Rafael Leónidas Trujillo est arrivé au pouvoir en 1930 en République dominicaine voisine. En 1937, Trujillo attaque la frontière avec Haïti, ses forces tuant environ 20 000 haïtiens. Vincent interprète cette attaque comme une tentative de coup d'état à son encontre, et purge l'armée de tous les officiers soupçonnés de déloyauté. Beaucoup d'entre eux rejoignent alors l'armée dominicaine.

En 1941, Élie Lescot, un mulâtre, fonctionnaire expérimenté et compétent, est élu président. Malgré de grandes attentes, son mandat a été parallèle à celui de Vincent dans sa brutalité et sa marginalisation de l'opposition. Il a déclaré la guerre aux puissances de l'Axe pendant la Seconde Guerre mondiale et s'en est servi comme excuse pour censurer la presse et réprimer ses adversaires. Lescot a également maintenu une coopération clandestine avec Trujillo, ce qui a miné sa popularité déjà inexistante. En janvier 1946, après que Lescot eut emprisonné les rédacteurs en chef d'un journal marxiste, des protestations éclatèrent parmi les fonctionnaires, les enseignants et les propriétaires d'entreprises. Lescot a démissionné et une junte militaire, le Comité Exécutif Militaire (Comité militaire exécutif), a pris le pouvoir.
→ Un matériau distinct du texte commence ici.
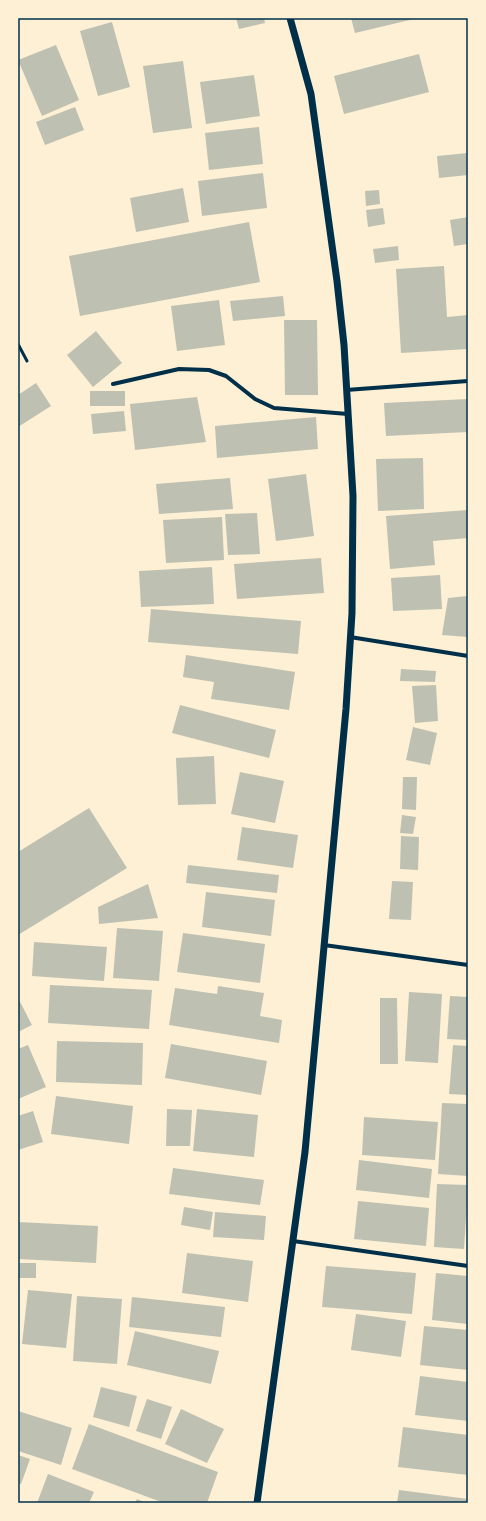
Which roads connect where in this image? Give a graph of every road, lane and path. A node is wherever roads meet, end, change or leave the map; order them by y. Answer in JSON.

Haïti met en place une législature en mai 1946, et après deux tours de scrutin, Dumarsais Estimé, un ministre noir du cabinet, est élu président. Il gouverne sous une nouvelle constitution qui développe les écoles, crée des coopératives agricoles rurales et augmente les salaires des fonctionnaires. Ces premiers succès, cependant, sont sapés par son ambition personnelle, et son aliénation de l'armée et de l'élite conduit à un coup d'état en 1950, qui a réinstallé la junte militaire. Des élections directes, les premières de l'histoire d'Haïti, ont eu lieu en octobre 1950, et Paul Magloire, un colonel noir d'élite dans l'armée, est élu. L'ouragan Hazel frappe l'île en 1954, dévastant l'infrastructure et l'économie du pays. Les secours aux ouragans sont mal distribués et mal dépensés, et Magloire emprisonne des opposants et ferme des journaux. Après avoir refusé de démissionner à la fin de son mandat, et qu'une grève générale met fin à l'économie de Port-au-Prince, Magloire s'enfuit, laissant un gouvernement totalement désorganisé. Lorsque les élections sont finalement organisées, François Duvalier, médecin de campagne, est élu, sur une plateforme d'activisme au nom des pauvres d'Haïti. Son adversaire, cependant, Louis Déjoie, est un mulâtre et le rejeton d'une famille éminente[3]. Duvalier remporte une victoire décisive dans les urnes. Ses partisans remportent les deux tiers de la chambre basse de la législature et tous les sièges au Sénat.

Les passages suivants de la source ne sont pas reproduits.